Slowly, Seoul regains its history, but controversy persists
From Gwanghwamun Square to Seoul Station and the new City Hall, the city has been home to many restoration and development projects in recent years at a number not seen since the Park Chung Hee administration.
In the 1970s, the dictator restored historic structures by arguing that they were related to the important issue of national defense.
But in the ensuing decades that brought regime changes and tumultuous democratization movements, preservation efforts simply weren't a priority for the government or everyday people.
Its efforts are buoyed by increased awareness of cultural properties and the recent Unesco recognition of several Korean heritage sites, including the royal tomb in 2009, as well as by the return of stolen relics, like the case of the Uigwe royal protocol books last year.
Early this month, the government announced that it will continue such initiatives by restoring the Seoul wall by 2015.
“Korea is the only existing castle city in the world,” Mayor Park Won-soon said. “With the restoration, the Seoul wall will be a place of pride and an attraction for foreign tourists.”
A wall of tradition
According to historical records, there was a tradition during the Joseon Dynasty (1392-1910) called sunseong, which literally means circling the fortress. Records say people of Hanyang (now Seoul) walked along the wall in pairs and that walking its entire length took one day.
The tradition carried on during the Japanese colonial period (1910-1945), but was slightly twisted. A news article from May 14, 1916, said that the merchants of Jongno walked around the fortress believing that this would bring them luck in their businesses.
The wall was first envisioned by King Taejo, the first king of Joseon, when he announced that Hanyang would be the new capital of his territory. First, he ordered the construction of Jongmyo, a shrine for ancestors, and Gyeongbok Palace, a home for himself. To complete his vision, he initiated the building of a protective city wall.
It took 197,470 people drafted from across the country only 49 days to complete the wall in 1396. It was 18 kilometers (11 miles) long and seven meters (23 feet) high.
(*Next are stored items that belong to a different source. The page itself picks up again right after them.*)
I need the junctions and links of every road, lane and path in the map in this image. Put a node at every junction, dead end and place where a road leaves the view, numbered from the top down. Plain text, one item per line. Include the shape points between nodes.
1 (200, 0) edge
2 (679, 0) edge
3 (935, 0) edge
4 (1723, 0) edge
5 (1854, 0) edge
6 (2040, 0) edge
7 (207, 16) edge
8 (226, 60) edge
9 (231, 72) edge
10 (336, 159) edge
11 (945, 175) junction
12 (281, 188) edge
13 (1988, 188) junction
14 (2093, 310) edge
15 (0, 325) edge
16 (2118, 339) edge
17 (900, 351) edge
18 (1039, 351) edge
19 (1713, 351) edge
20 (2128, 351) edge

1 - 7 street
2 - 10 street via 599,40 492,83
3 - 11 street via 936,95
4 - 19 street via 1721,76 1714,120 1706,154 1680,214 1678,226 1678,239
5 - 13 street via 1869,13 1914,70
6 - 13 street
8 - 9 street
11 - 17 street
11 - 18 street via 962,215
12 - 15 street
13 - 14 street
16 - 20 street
The location once again gained the attention of the government during the Park Chung Hee era, the officials of which worked to restore it after many years of neglect. Today, about 12 kilometers remain scattered around the city.
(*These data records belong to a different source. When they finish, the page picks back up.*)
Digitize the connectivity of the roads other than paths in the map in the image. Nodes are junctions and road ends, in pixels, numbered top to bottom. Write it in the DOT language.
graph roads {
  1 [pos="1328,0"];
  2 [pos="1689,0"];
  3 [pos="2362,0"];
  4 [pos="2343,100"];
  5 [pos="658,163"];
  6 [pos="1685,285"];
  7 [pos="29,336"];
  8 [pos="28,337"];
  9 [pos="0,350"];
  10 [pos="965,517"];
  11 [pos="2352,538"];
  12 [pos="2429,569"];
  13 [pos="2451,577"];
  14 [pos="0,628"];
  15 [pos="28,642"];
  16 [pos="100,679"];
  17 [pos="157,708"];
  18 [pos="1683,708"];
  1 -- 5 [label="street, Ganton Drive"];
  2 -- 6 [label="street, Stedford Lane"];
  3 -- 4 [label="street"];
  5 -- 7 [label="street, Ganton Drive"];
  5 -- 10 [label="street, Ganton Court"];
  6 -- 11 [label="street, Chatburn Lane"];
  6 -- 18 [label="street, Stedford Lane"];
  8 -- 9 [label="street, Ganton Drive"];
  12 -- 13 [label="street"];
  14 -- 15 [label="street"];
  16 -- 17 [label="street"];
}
Now, it's going to be worked on again.
By 2015, Korea not only hopes to complete the restoration but also register the fortress as a Unesco cultural property.
For areas that are difficult to restore due to roads or other impeding structures, the city government will construct overpasses, leave special identifying marks or develop other creative alternatives.
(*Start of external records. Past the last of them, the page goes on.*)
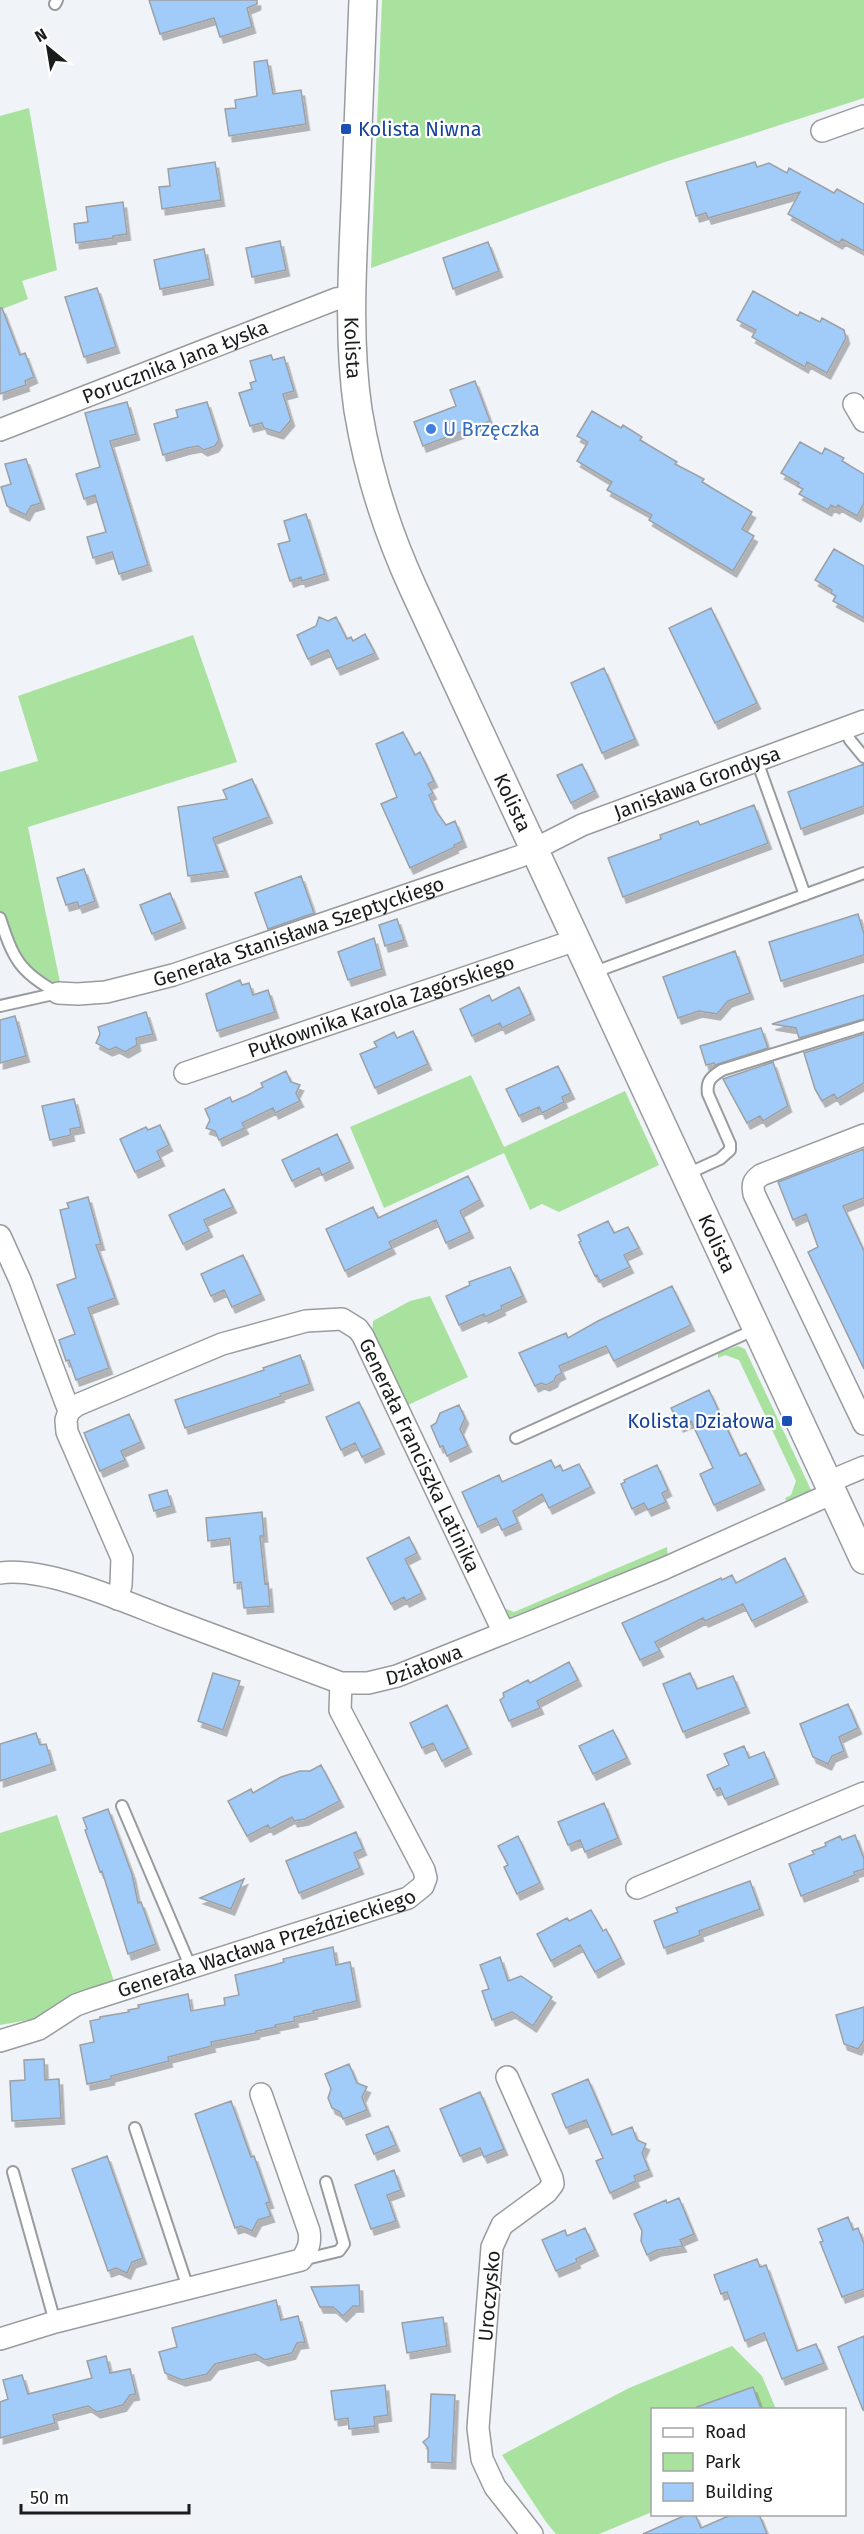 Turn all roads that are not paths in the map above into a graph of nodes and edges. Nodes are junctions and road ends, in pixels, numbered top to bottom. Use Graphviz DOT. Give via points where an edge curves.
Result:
graph roads {
  1 [pos="363,0"];
  2 [pos="864,116"];
  3 [pos="822,131"];
  4 [pos="351,297"];
  5 [pos="0,430"];
  6 [pos="855,725"];
  7 [pos="864,758"];
  8 [pos="758,761"];
  9 [pos="534,849"];
  10 [pos="864,873"];
  11 [pos="805,895"];
  12 [pos="0,918"];
  13 [pos="576,940"];
  14 [pos="592,973"];
  15 [pos="58,993"];
  16 [pos="0,1006"];
  17 [pos="864,1026"];
  18 [pos="185,1073"];
  19 [pos="864,1135"];
  20 [pos="685,1175"];
  21 [pos="0,1236"];
  22 [pos="757,1329"];
  23 [pos="69,1411"];
  24 [pos="864,1424"];
  25 [pos="516,1438"];
  26 [pos="864,1467"];
  27 [pos="830,1488"];
  28 [pos="864,1560"];
  29 [pos="0,1573"];
  30 [pos="117,1599"];
  31 [pos="504,1633"];
  32 [pos="341,1683"];
  33 [pos="864,1794"];
  34 [pos="122,1806"];
  35 [pos="637,1888"];
  36 [pos="191,1968"];
  37 [pos="0,2042"];
  38 [pos="507,2077"];
  39 [pos="261,2094"];
  40 [pos="135,2128"];
  41 [pos="13,2172"];
  42 [pos="326,2182"];
  43 [pos="301,2260"];
  44 [pos="188,2288"];
  45 [pos="55,2322"];
  46 [pos="0,2339"];
  47 [pos="532,2534"];
  1 -- 4 [label="street, Kolista"];
  2 -- 3 [label="street"];
  4 -- 5 [label="street, Porucznika Jana Łyska" via="336,299"];
  4 -- 9 [label="street, Kolista" via="358,410 382,509 413,588"];
  6 -- 7 [label="lane" via="850,740"];
  6 -- 8 [label="street, Janisława Grondysa"];
  8 -- 9 [label="street, Janisława Grondysa" via="582,825"];
  8 -- 11 [label="lane"];
  9 -- 13 [label="street, Kolista"];
  9 -- 15 [label="street, Generała Stanisława Szeptyckiego" via="173,975 106,992"];
  10 -- 11 [label="lane"];
  11 -- 14 [label="lane"];
  12 -- 15 [label="lane" via="19,964 39,983"];
  13 -- 14 [label="street, Kolista"];
  13 -- 18 [label="street, Pułkownika Karola Zagórskiego"];
  14 -- 20 [label="street, Kolista"];
  15 -- 16 [label="lane"];
  17 -- 20 [label="lane" via="722,1070 711,1077 708,1094 730,1150 720,1159"];
  19 -- 24 [label="street" via="761,1175 752,1185"];
  20 -- 22 [label="street, Kolista"];
  21 -- 23 [label="street"];
  22 -- 25 [label="lane"];
  22 -- 27 [label="street, Kolista"];
  23 -- 30 [label="street" via="68,1432 122,1558"];
  23 -- 31 [label="street, Generała Franciszka Latinika" via="77,1404 222,1344 306,1321 333,1318 349,1322 363,1336"];
  26 -- 27 [label="street, Działowa"];
  27 -- 28 [label="street, Kolista"];
  27 -- 31 [label="street, Działowa" via="663,1569"];
  29 -- 30 [label="street, Działowa" via="42,1574"];
  30 -- 32 [label="street, Działowa"];
  31 -- 32 [label="street, Działowa" via="397,1676 368,1683"];
  32 -- 36 [label="street, Generała Wacława Przeździeckiego" via="340,1710 424,1870 423,1886 408,1898"];
  33 -- 35 [label="street"];
  34 -- 36 [label="lane"];
  36 -- 37 [label="street, Generała Wacława Przeździeckiego" via="90,2000 39,2029"];
  38 -- 47 [label="street, Uroczysko" via="553,2184 502,2225 492,2247 478,2428 485,2470"];
  39 -- 43 [label="street" via="309,2231 308,2251"];
  40 -- 44 [label="lane"];
  41 -- 45 [label="lane"];
  42 -- 43 [label="lane" via="345,2244 339,2252"];
  43 -- 44 [label="street"];
  44 -- 45 [label="street"];
  45 -- 46 [label="street"];
}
“Seoul's city wall is very unique,” said Ahn Chang-mo, an architecture professor at Kyonggi University. “Most fortress cities in other parts of the world are built on level ground. But Seoul's city wall was strategically built along the ridges of mountains, making the land contained inside the wall higher than that outside of its boundaries.”
Controversies and concerns
But the return of old Seoul is not without problems. Take, for instance, the heated debate about calligraphy on a signboard hanging on Gwanghwamun.
Gwanghwamun was restored on Aug. 15, 2010, to correct a distortion put in place during the Japanese colonial era. Originally, a hanging signboard was inscribed with Chinese characters as based on an ancient photograph.
The Chinese calligraphy in the photo is thought to be the work of a Joseon commander named Im Tae-young, who was in charge of restoring Gyeongbok Palace after it burned down during the Imjin War between Korea and Japan.
But just three months after the 2010 restoration, a crack was detected on the signboard. The Cultural Heritage Administration made a repair but is now also in the process of making a new one.
Some scholars have taken this opportunity to argue that instead of Chinese, the new signboard should contain Hangul calligraphy, as was the case in 1968 when Park Chung Hee restored the area that was altered during Japanese rule. They say that using Korean words would better embody the Korean spirit the location is meant to represent.
Further complicating the issue, others suggest putting Chinese and Korean together.
There is also a major problem with the restoration of Namdaemun: the budget.
Korea plans to construct a hall to commemorate the original gate, which burned down in 2008, next to the restored Namdaemun. However, while the Cultural Heritage Administration wants the Seoul city government to cover 70 percent of the costs, the Seoul Metropolitan Government wants to split costs with the national government 50-50.
All parties involved view cultural restoration as important, but as with many government initiatives, there are sticking points, especially when it comes to logistics.